All right. I agree you’ve had some close shaves. But…

Wait. Last year I was hit by something called CRVO — a Central Retinal Vein Occlusion. It occurs inside your eyeball. No warning. Suddenly your retina swells up and your vision becomes just hazy light and shadow. There is no cure, but luckily for me two drugs had just come on the market that could stop the swelling and restore sight and stop further deterioration. My ability to read and write is now back again. (You don’t really want to hear about the procedure for the monthly injections in the eyeball unless you are a fan of Buñuel movies, but so far it’s working.)

All right. I hear you. If you had been born 50 years sooner none of these treatments would have been available.

Right.

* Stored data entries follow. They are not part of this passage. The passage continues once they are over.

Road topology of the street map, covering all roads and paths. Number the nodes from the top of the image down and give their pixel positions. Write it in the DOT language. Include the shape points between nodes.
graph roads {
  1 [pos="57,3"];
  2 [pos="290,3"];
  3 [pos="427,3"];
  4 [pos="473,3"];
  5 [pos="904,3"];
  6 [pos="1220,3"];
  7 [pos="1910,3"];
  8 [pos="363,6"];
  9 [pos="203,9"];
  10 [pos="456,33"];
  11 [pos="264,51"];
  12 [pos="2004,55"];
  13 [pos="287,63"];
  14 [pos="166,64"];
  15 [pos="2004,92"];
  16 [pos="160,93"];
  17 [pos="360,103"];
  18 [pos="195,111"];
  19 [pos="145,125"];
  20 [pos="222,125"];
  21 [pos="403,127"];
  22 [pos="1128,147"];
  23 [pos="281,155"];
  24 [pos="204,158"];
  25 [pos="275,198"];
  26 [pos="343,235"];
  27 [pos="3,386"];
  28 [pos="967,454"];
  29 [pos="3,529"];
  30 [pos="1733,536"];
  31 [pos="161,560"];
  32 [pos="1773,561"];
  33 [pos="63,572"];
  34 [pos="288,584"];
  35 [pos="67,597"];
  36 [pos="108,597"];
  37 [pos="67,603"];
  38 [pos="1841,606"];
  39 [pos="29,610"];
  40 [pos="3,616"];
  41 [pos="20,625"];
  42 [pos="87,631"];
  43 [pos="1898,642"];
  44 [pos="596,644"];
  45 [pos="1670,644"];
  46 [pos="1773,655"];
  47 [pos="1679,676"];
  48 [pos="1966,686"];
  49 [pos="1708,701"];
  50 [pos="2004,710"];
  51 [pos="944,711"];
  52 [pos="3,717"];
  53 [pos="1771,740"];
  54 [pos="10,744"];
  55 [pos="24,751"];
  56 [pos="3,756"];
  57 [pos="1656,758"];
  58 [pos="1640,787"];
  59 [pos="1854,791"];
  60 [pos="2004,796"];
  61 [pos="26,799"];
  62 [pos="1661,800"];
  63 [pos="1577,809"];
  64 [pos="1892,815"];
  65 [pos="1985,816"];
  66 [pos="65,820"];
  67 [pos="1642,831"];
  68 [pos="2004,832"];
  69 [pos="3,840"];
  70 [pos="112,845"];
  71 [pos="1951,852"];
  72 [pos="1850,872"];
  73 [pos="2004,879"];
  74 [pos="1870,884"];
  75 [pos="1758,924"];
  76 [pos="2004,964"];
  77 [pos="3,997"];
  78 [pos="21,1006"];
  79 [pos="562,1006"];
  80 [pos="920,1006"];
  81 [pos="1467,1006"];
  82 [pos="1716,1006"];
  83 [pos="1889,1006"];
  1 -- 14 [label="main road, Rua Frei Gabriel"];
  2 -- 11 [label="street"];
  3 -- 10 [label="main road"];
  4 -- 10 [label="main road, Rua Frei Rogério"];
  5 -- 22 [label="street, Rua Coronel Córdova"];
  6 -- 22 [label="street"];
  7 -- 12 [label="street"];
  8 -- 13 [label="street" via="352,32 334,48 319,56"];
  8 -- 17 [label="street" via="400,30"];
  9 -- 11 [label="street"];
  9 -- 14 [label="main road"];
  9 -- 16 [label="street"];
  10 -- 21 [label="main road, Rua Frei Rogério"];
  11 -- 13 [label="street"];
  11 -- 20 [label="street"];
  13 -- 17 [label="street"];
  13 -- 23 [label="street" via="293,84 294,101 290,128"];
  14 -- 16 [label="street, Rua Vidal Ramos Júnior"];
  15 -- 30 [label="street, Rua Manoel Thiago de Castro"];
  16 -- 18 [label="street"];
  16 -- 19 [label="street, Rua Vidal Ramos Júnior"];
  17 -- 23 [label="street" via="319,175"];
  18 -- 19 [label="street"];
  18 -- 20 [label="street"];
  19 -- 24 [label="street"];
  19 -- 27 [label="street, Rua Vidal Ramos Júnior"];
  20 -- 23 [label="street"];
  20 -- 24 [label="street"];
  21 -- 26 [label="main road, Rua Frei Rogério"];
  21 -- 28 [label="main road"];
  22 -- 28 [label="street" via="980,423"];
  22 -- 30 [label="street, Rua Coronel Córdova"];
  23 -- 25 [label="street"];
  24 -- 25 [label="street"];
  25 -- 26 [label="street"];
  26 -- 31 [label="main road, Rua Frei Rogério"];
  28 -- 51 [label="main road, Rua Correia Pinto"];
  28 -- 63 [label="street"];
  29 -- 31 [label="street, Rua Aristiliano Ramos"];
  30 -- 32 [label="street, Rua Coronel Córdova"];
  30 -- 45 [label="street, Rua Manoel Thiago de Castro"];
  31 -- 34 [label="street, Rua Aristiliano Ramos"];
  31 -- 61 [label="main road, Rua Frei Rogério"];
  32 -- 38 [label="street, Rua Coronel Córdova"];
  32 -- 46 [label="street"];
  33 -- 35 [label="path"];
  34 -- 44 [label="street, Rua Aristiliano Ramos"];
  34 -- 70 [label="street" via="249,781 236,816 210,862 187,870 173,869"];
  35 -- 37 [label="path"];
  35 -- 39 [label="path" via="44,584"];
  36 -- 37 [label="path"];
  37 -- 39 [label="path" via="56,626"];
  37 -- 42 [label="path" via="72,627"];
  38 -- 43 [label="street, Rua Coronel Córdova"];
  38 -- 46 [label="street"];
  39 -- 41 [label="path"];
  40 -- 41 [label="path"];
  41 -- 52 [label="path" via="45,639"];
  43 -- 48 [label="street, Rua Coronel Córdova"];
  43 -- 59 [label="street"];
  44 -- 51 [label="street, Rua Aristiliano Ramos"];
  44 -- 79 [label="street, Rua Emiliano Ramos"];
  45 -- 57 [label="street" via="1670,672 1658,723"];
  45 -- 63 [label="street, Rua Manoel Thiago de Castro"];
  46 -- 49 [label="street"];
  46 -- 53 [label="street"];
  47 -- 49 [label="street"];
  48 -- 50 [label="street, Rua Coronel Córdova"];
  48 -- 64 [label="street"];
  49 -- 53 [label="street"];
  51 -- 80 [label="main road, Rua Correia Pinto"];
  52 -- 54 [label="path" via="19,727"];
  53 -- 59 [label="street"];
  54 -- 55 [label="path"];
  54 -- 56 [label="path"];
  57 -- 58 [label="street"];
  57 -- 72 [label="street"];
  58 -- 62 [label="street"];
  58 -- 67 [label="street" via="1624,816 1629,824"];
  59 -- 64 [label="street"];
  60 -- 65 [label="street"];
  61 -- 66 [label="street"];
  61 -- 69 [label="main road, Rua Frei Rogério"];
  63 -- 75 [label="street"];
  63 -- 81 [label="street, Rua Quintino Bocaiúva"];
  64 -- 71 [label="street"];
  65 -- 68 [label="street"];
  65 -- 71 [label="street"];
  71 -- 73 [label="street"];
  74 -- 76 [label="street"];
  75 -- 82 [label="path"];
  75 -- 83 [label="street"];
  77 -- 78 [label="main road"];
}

And I would be dead instead of sitting here asking you to consider whether the much-bemoaned economic stagnation in their standard of living that the American middle classes have supposedly suffered over the past half-century is really as ruinous of the quality of life as the critics say. Maybe GNP is not the full measure of our well-being. Other things need to be counted. I am surely lucky to have been born when I was instead of fifty years earlier. I’d be dead by now. Economic inequality is still a major problem to be sure, but at the same time maybe it’s true that in some respects a rising tide does really lift all boats. My doctors and my insurance broker and my pharmacist and the president of my local hospital may all have gotten rich while I haven’t, but I’m still here. My boat hasn’t sunk. Yet.